Shortly after issuing the Notice, CMS published the CY 2019 OPPS Final Rule on November 2. Consistent with its CY 2018 payment policy, in CY 2019, CMS will pay ASP minus 22.5 percent for separately payable drugs and biologicals (other than drugs on pass-through payment status and vaccines) acquired under the 340B Program. However, unlike the CY 2018 payment policy, the CY 2019 OPPS Final Rule will also apply the reduced rate when the drug is furnished by off-campus hospital outpatient departments subject to the Section 603 site-neutral payment cuts that were implemented in 2017. CMS will continue its policy of excepting rural sole community hospitals, children’s hospitals, and PPS-exempt cancer hospitals from this payment adjustment. Critical Access Hospitals also are exempt because they are not paid under OPPS. As previously described in a prior On the Subject about the CY 2018 OPPS rule, which can be accessed here, the ASP minus 22 percent rate represents a payment cut of almost 30 percent over the prior rate of ASP plus six percent in effect in CY 2017.
The Final Rule can be accessed here, and the accompanying CMS fact sheet can be accessed here.
We are continuing to see significant activity in the drug cost space. Both Congress and the Trump administration have drawn attention to a the cost of drugs in the United States, including concerns regarding the growth of the 340B Program and use by Covered Entities of funds generated from participation. These regulatory actions involve several strategies intended to reduce the ultimate cost of drugs for the Medicare program and its beneficiaries.

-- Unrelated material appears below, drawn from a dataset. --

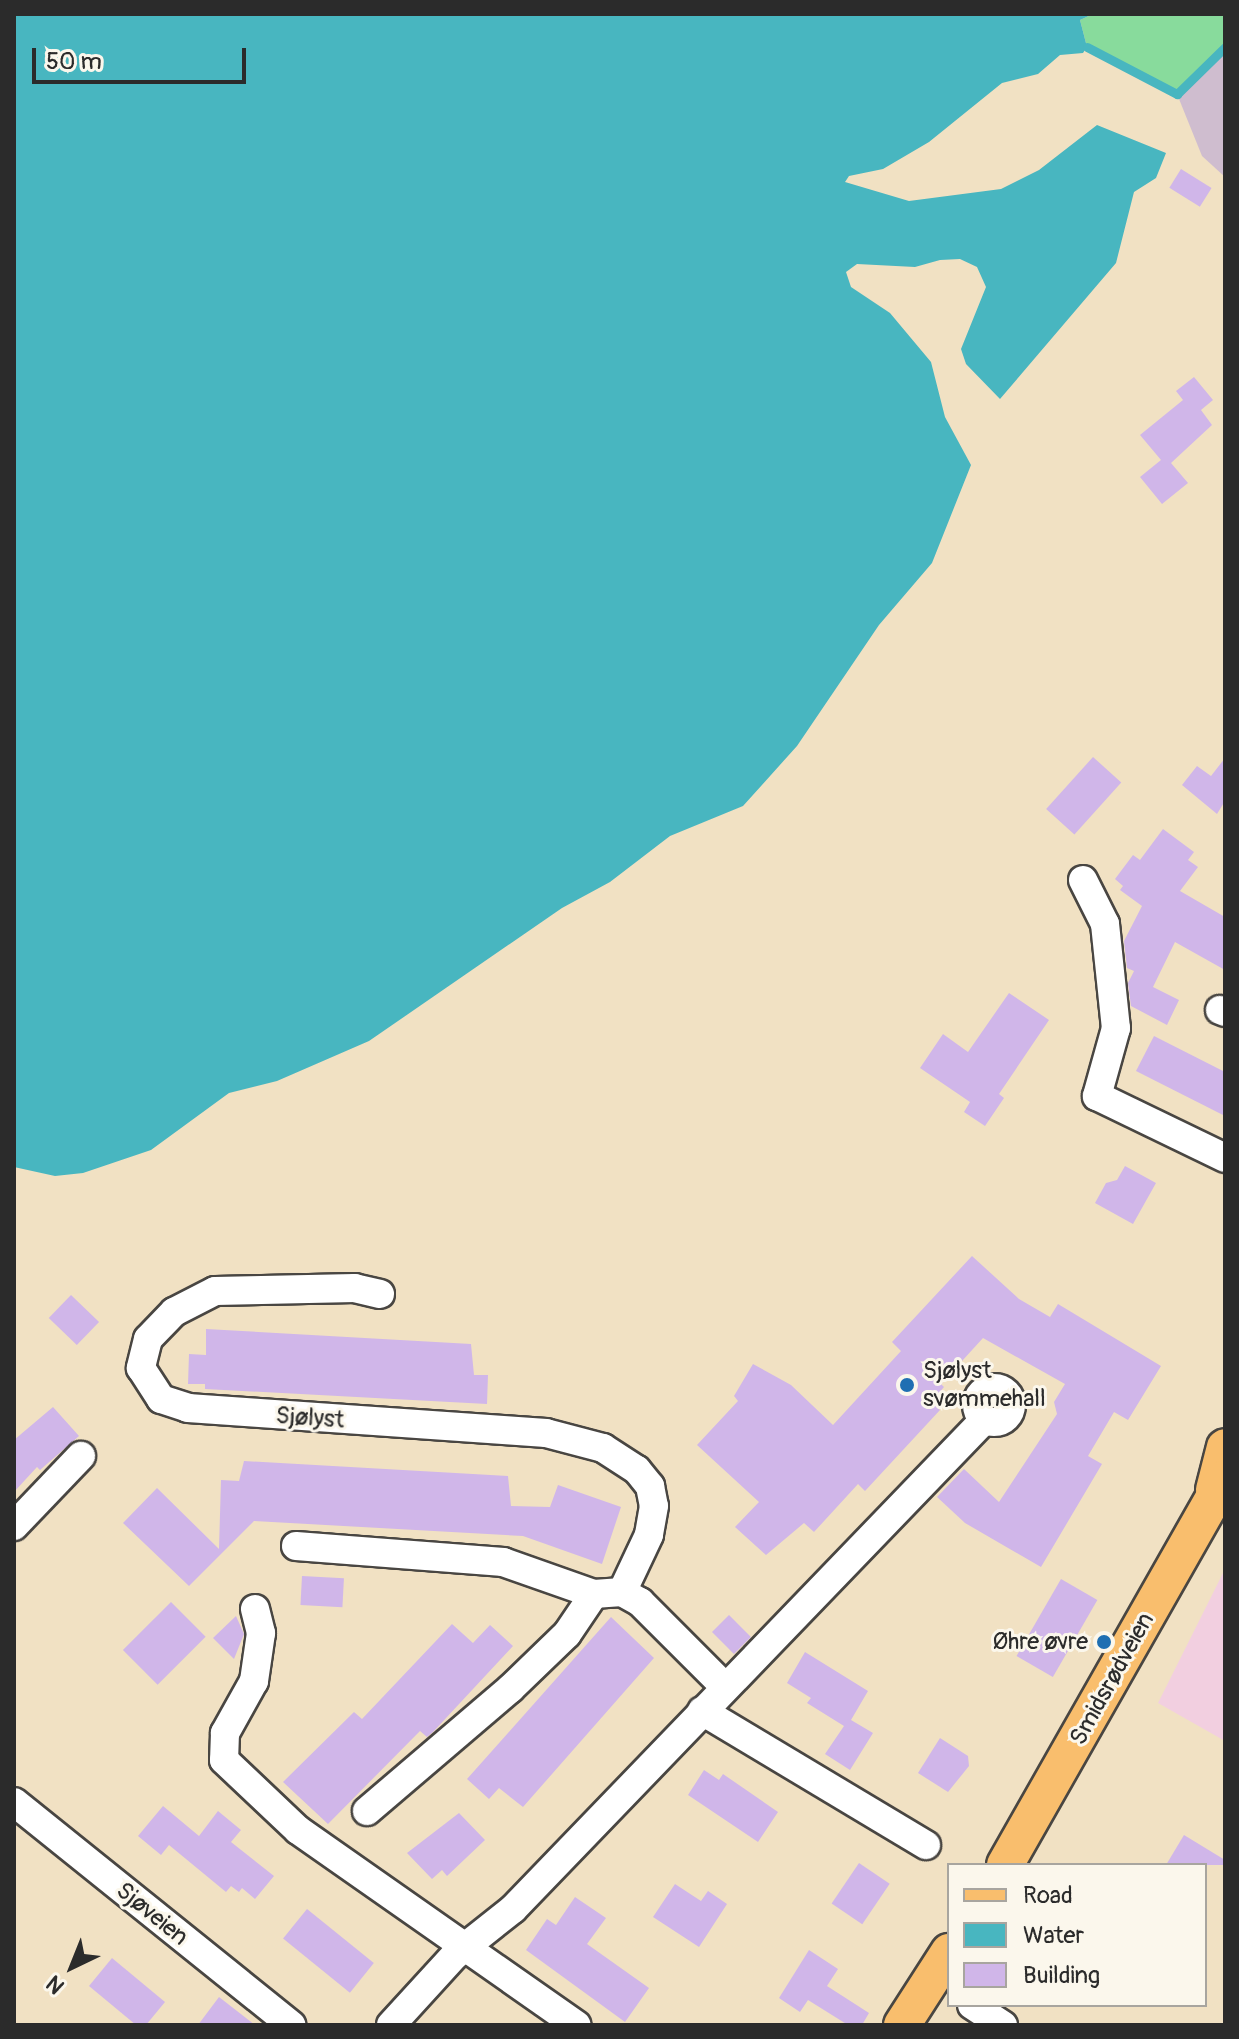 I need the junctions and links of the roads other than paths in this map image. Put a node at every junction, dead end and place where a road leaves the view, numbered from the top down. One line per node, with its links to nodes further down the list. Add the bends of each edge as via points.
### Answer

Although HRSA noted in its proposal to accelerate implementation of the Ceiling Price Final Rule that it “envisions using these penalties in rare situations,” it is unclear how aggressively the HHS Office of Inspector General (OIG) will pursue CMP actions. The prospect of OIG actions, and the OIG’s discretion to interpret “knowing and intentionally,” suggest that manufacturers should consider revisiting or implementing policies and procedures to ensure Covered Entities are not overcharged for covered outpatient drugs.
The continuance and expansion of the CY 2018 cut in Medicare payments for 340B Program drugs provides further insight into the current political environment for the 340B Program and suggests a potential trajectory for future payment policies and legislative proposals. CMS noted in the CY 2019 OPPS Final Rule that reimbursing for 340B drugs at locations subject to the Section 603 payment cuts at a higher reimbursement rate than that received at locations not subject to the payment cut created incentive for hospitals to move drug administration services for 340B-acquired drugs to off-campus locations where the 340B drug reimbursement was higher. Providers and industry stakeholders can expect future CMS initiatives and rulemakings to continue to strive for site-neutral payments that may prompt providers to restructure historic relationships between provider locations and to reconsider the respective services they render.
Also of note, the Notice and CY 2019 OPPS Final Rule come at the heels of the advanced notice of proposed rulemaking regarding the proposed international pricing index model for Medicare Part B drugs, which we analyzed here.